The decline revealed the extent to which investors have come to place their future hopes in Instagram, rather than in Facebook’s still popular and wildly profitable flagship app. The market panicked, in part, because Facebook disclosed that ads on Instagram Stories were not generating as much revenue as ads in the main Facebook and Instagram feeds.

“Every brand-new format never monetizes as well as established formats.”

Systrom attributes this gap to the developing nature of the format. “Every brand-new format never monetizes as well as established formats,” he says. “That was true for online advertising for a long time. That was true of mobile advertising. There’s a certain maturity that happens over time, both with advertisers learning how to utilize the format, and we as a company are learning how to optimize the format so it delivers the most value to advertisers.”

Facebook’s interest in perfecting the ads in Stories goes beyond Instagram. After Instagram’s success with the format, its parent brought similar features to Facebook, Messenger, and WhatsApp, with varying degrees of success. WhatsApp’s clone, called Status, has the most users of any such product globally, and it plans to introduce ads there next year. The Facebook and Messenger versions have performed badly and worse, respectively.

Systrom says that even as his own attention moves toward IGTV and other, newer initiatives, the company has big plans for ephemeral posts. (He declined to share any specifics.) “I don’t think we’ve seen nearly the end of innovation on Stories,” He said. “For the first year or so, it was just about us getting it working on Instagram — just the basics,” he said. “After that year elapsed, it was, ‘What can we do with this format that’s unique?’ And only in the last six to nine months have we really stepped on the gas in terms of these unique features.”

“Only in the last six to nine months have we really stepped on the gas in terms of these unique features.”
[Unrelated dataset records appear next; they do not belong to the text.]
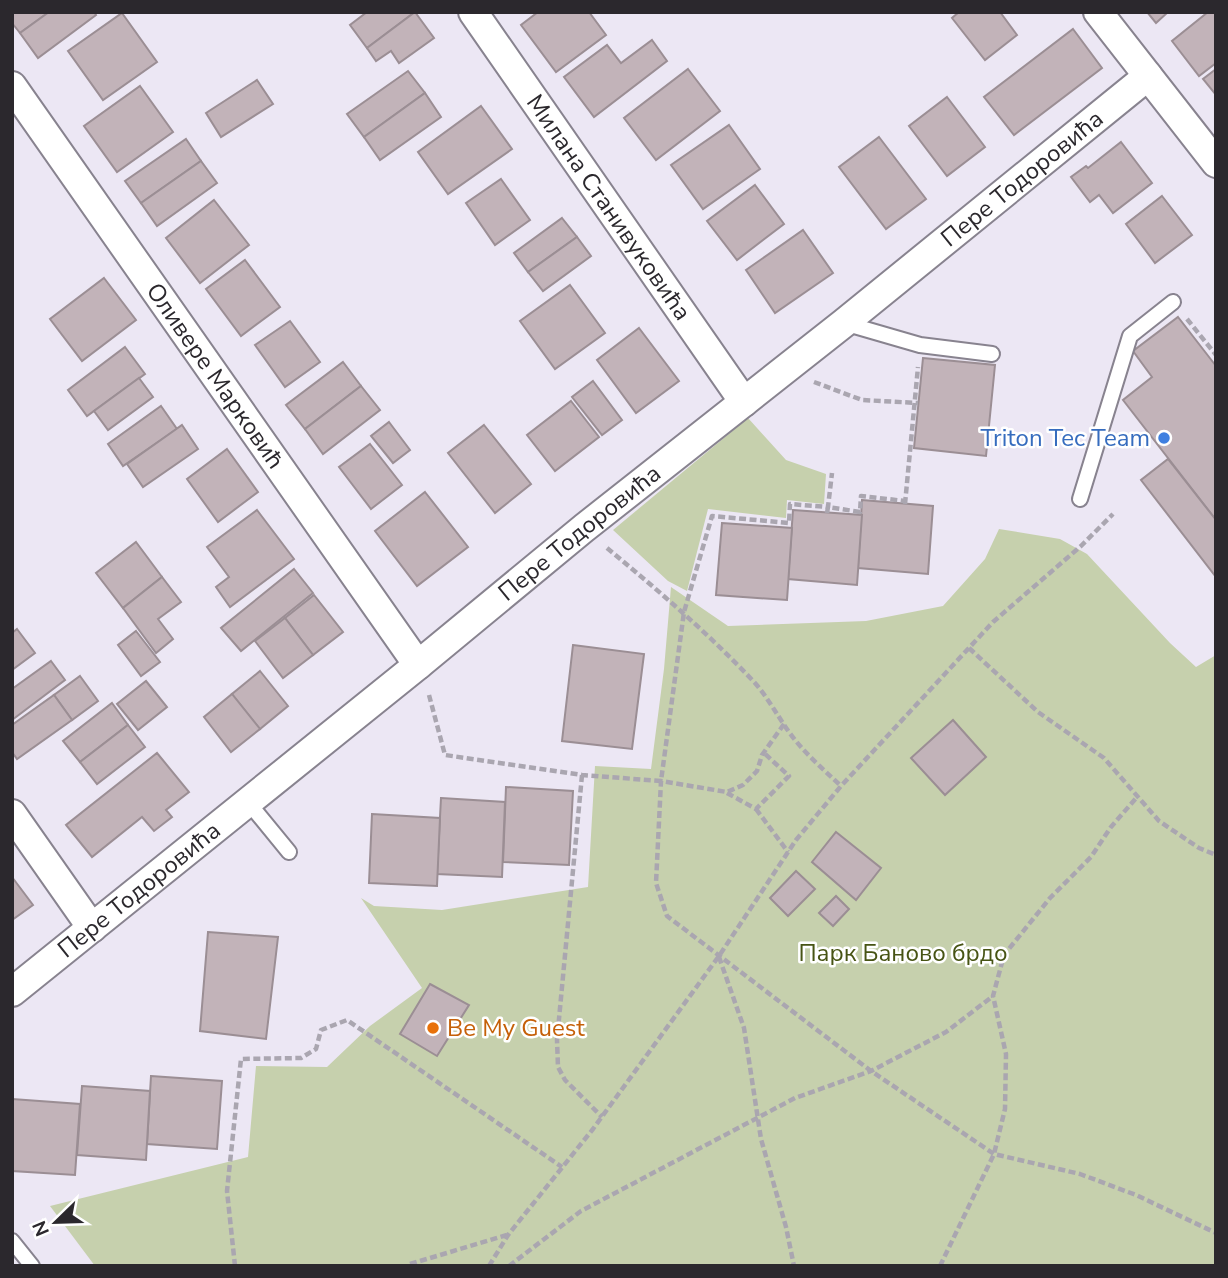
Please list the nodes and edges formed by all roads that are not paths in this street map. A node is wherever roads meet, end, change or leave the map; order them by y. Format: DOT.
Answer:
graph roads {
  1 [pos="473,12"];
  2 [pos="1098,12"];
  3 [pos="1148,76"];
  4 [pos="12,86"];
  5 [pos="1216,163"];
  6 [pos="1173,302"];
  7 [pos="844,323"];
  8 [pos="992,354"];
  9 [pos="744,401"];
  10 [pos="1080,499"];
  11 [pos="418,665"];
  12 [pos="248,802"];
  13 [pos="12,814"];
  14 [pos="289,852"];
  15 [pos="92,928"];
  16 [pos="12,992"];
  17 [pos="12,1241"];
  18 [pos="32,1266"];
  1 -- 9 [label="street, Милана Станивуковића"];
  2 -- 3 [label="street"];
  3 -- 5 [label="street"];
  3 -- 7 [label="street, Пере Тодоровића"];
  4 -- 11 [label="street, Оливере Марковић"];
  6 -- 10 [label="lane"];
  7 -- 8 [label="lane"];
  7 -- 9 [label="street, Пере Тодоровића"];
  9 -- 11 [label="street, Пере Тодоровића"];
  11 -- 12 [label="street, Пере Тодоровића"];
  12 -- 14 [label="lane"];
  12 -- 15 [label="street, Пере Тодоровића"];
  13 -- 15 [label="street"];
  15 -- 16 [label="street, Пере Тодоровића"];
  17 -- 18 [label="lane"];
}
Now that Stories are the primary feature driving visits to the app for a huge section of Instagram’s audience, some have speculated that, eventually, the original, permanent feed will see its prominence reduced. Might the feed one day swap places in the app with Stories, which now exists as a row of circular, side-scrolling icons on top of users’ permanent posts?

In some ways, Systrom notes, the feeds have already merged. If you scroll through the feed without first checking your stories, a carousel of stories is likely to show up in your feed. (This is one reason why Instagram’s regular reports on how many people use Stories, as opposed to the main app, feel increasingly meaningless: Instagram Stories and Instagram are now functionally identical.)

Sharing to the permanent feed is “very healthy,” Systrom says, but stories are the future. “The balance between the two is shifting only because we’re finding it to be more and more exciting to feature more stories,” he says. “But that doesn’t mean the feed goes away.” 

Instagram’s success to date has been notable. But the challenges facing it are multiplying. It has to avoid the mistakes of its parent company, even as its parent company puts more former Facebook executives in key roles. It has to continue its breakneck growth pace while maximizing the number of ads its users see. And it has to keep stoking the fires of novelty in Instagram Stories, the feature that has defined its recent history.

Systrom said his team’s plans are solid. “It’s just up to us to invent things,” he says.